EXERCISE BRIEF: If an entry below contains an image, drop the image and retype the rest exactly.

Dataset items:
********************

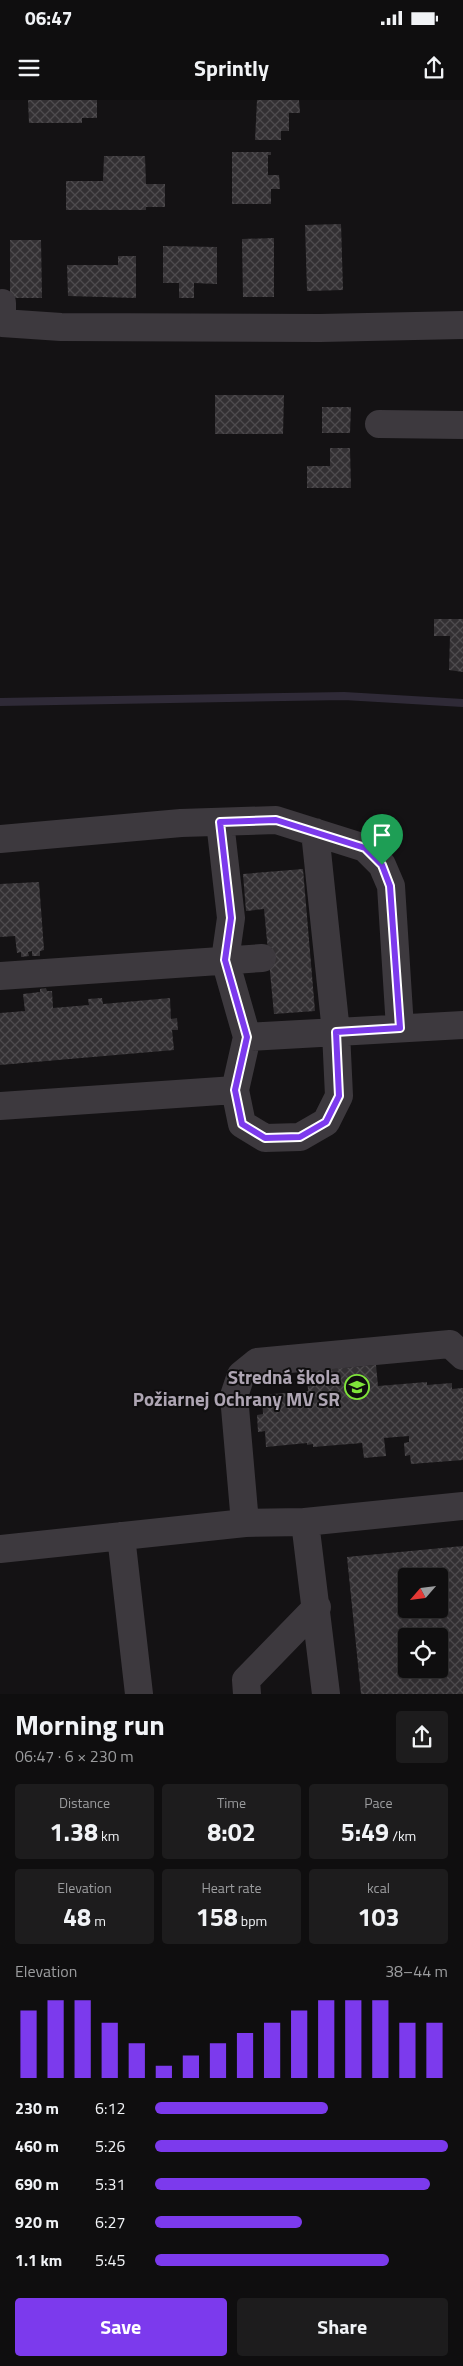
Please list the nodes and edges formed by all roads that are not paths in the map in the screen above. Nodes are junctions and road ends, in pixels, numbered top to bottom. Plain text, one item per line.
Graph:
1 (2, 302) dead end
2 (463, 325) edge
3 (379, 424) dead end
4 (463, 426) edge
5 (220, 822) junction
6 (315, 832) junction
7 (0, 839) edge
8 (262, 958) dead end
9 (225, 960) junction
10 (0, 976) edge
11 (463, 1024) edge
12 (400, 1028) junction
13 (336, 1032) junction
14 (247, 1037) junction
15 (235, 1090) junction
16 (0, 1106) edge
17 (463, 1356) edge
18 (463, 1506) edge
19 (305, 1522) junction
20 (245, 1523) junction
21 (121, 1536) junction
22 (0, 1549) edge
23 (316, 1607) junction
24 (138, 1694) edge
25 (247, 1694) edge
26 (326, 1694) edge

1 - 2 lane
3 - 4 lane
5 - 6 lane
5 - 7 lane
5 - 9 lane
6 - 12 lane
6 - 13 lane
8 - 9 lane
9 - 10 lane
9 - 14 lane
11 - 12 lane
12 - 13 lane
13 - 14 lane
13 - 15 lane
14 - 15 lane
15 - 16 lane
17 - 20 lane
18 - 19 lane
19 - 20 lane
19 - 23 lane
20 - 21 lane
21 - 22 lane
21 - 24 lane
23 - 25 lane
23 - 26 lane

********************

ANSWER FOR THE TASK:
Please list the nodes and edges formed by all roads that are not paths in the map in the screen above. Nodes are junctions and road ends, in pixels, numbered top to bottom. Plain text, one item per line.
Graph:
1 (2, 302) dead end
2 (463, 325) edge
3 (379, 424) dead end
4 (463, 426) edge
5 (220, 822) junction
6 (315, 832) junction
7 (0, 839) edge
8 (262, 958) dead end
9 (225, 960) junction
10 (0, 976) edge
11 (463, 1024) edge
12 (400, 1028) junction
13 (336, 1032) junction
14 (247, 1037) junction
15 (235, 1090) junction
16 (0, 1106) edge
17 (463, 1356) edge
18 (463, 1506) edge
19 (305, 1522) junction
20 (245, 1523) junction
21 (121, 1536) junction
22 (0, 1549) edge
23 (316, 1607) junction
24 (138, 1694) edge
25 (247, 1694) edge
26 (326, 1694) edge

1 - 2 lane
3 - 4 lane
5 - 6 lane
5 - 7 lane
5 - 9 lane
6 - 12 lane
6 - 13 lane
8 - 9 lane
9 - 10 lane
9 - 14 lane
11 - 12 lane
12 - 13 lane
13 - 14 lane
13 - 15 lane
14 - 15 lane
15 - 16 lane
17 - 20 lane
18 - 19 lane
19 - 20 lane
19 - 23 lane
20 - 21 lane
21 - 22 lane
21 - 24 lane
23 - 25 lane
23 - 26 lane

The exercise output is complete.